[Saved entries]

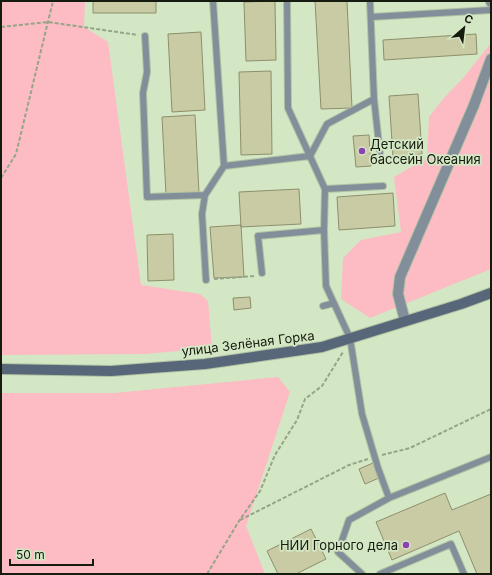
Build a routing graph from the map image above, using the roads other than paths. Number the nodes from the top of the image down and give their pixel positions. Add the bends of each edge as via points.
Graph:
1 (214, 1) edge
2 (287, 1) edge
3 (370, 1) edge
4 (491, 10) edge
5 (371, 17) junction
6 (145, 36) road end
7 (491, 59) edge
8 (374, 99) junction
9 (380, 154) dead end
10 (310, 156) junction
11 (224, 166) junction
12 (383, 186) dead end
13 (325, 189) junction
14 (205, 195) junction
15 (324, 230) junction
16 (262, 273) road end
17 (206, 280) road end
18 (491, 293) edge
19 (334, 303) junction
20 (323, 306) dead end
21 (405, 321) junction
22 (350, 338) junction
23 (1, 369) edge
24 (491, 457) edge
25 (389, 498) junction
26 (362, 574) edge
27 (380, 574) edge
28 (464, 574) edge

1 - 11 lane
2 - 10 lane via 288,108
3 - 5 lane
4 - 5 lane
5 - 8 lane
6 - 14 lane via 147,72 142,93 147,197
7 - 21 street via 474,105 400,277 398,294
8 - 9 lane
8 - 10 lane via 327,124
10 - 11 lane
10 - 13 lane
11 - 14 lane
12 - 13 lane
13 - 15 lane
14 - 17 lane via 202,214
15 - 16 lane via 258,236
15 - 19 lane via 326,286
18 - 21 street, улица Зелёная Горка
19 - 20 lane
19 - 22 lane
21 - 22 street, улица Зелёная Горка
22 - 23 street, улица Зелёная Горка via 302,351 205,364 111,371
22 - 25 lane via 362,414
24 - 25 lane
25 - 26 lane via 349,520 338,552
27 - 28 lane via 451,544

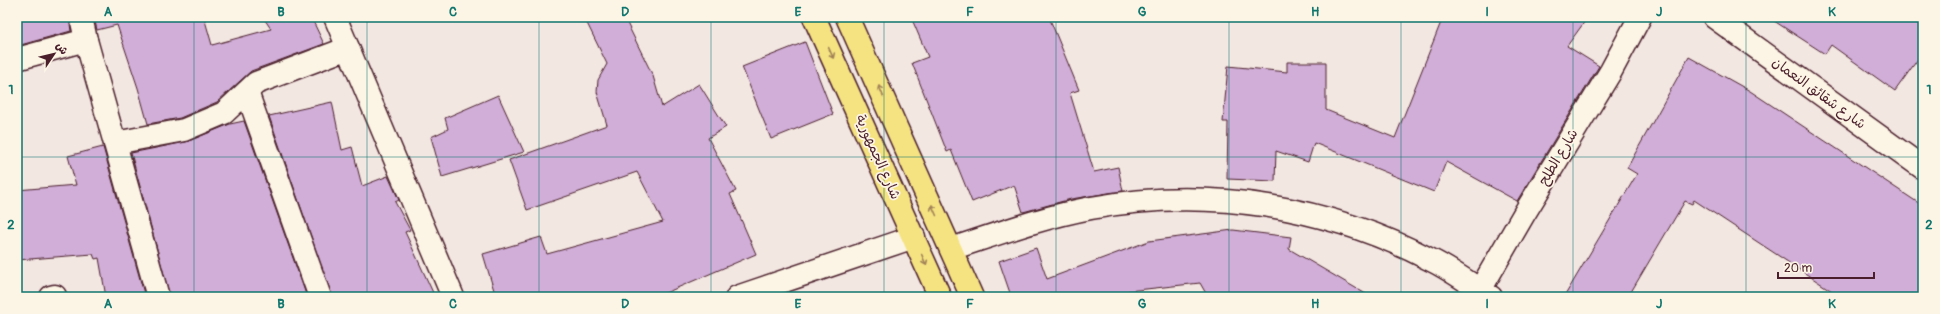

» TASK ITEM
A word-for-word transcript of the entries above is needed, with pictures removed.

» OUTPUT OF THE TASK
Build a routing graph from the map image above, using the roads other than paths. Number the nodes from the top of the image down and give their pixel positions. Add the bends of each edge as via points.
Graph:
1 (214, 1) edge
2 (287, 1) edge
3 (370, 1) edge
4 (491, 10) edge
5 (371, 17) junction
6 (145, 36) road end
7 (491, 59) edge
8 (374, 99) junction
9 (380, 154) dead end
10 (310, 156) junction
11 (224, 166) junction
12 (383, 186) dead end
13 (325, 189) junction
14 (205, 195) junction
15 (324, 230) junction
16 (262, 273) road end
17 (206, 280) road end
18 (491, 293) edge
19 (334, 303) junction
20 (323, 306) dead end
21 (405, 321) junction
22 (350, 338) junction
23 (1, 369) edge
24 (491, 457) edge
25 (389, 498) junction
26 (362, 574) edge
27 (380, 574) edge
28 (464, 574) edge

1 - 11 lane
2 - 10 lane via 288,108
3 - 5 lane
4 - 5 lane
5 - 8 lane
6 - 14 lane via 147,72 142,93 147,197
7 - 21 street via 474,105 400,277 398,294
8 - 9 lane
8 - 10 lane via 327,124
10 - 11 lane
10 - 13 lane
11 - 14 lane
12 - 13 lane
13 - 15 lane
14 - 17 lane via 202,214
15 - 16 lane via 258,236
15 - 19 lane via 326,286
18 - 21 street, улица Зелёная Горка
19 - 20 lane
19 - 22 lane
21 - 22 street, улица Зелёная Горка
22 - 23 street, улица Зелёная Горка via 302,351 205,364 111,371
22 - 25 lane via 362,414
24 - 25 lane
25 - 26 lane via 349,520 338,552
27 - 28 lane via 451,544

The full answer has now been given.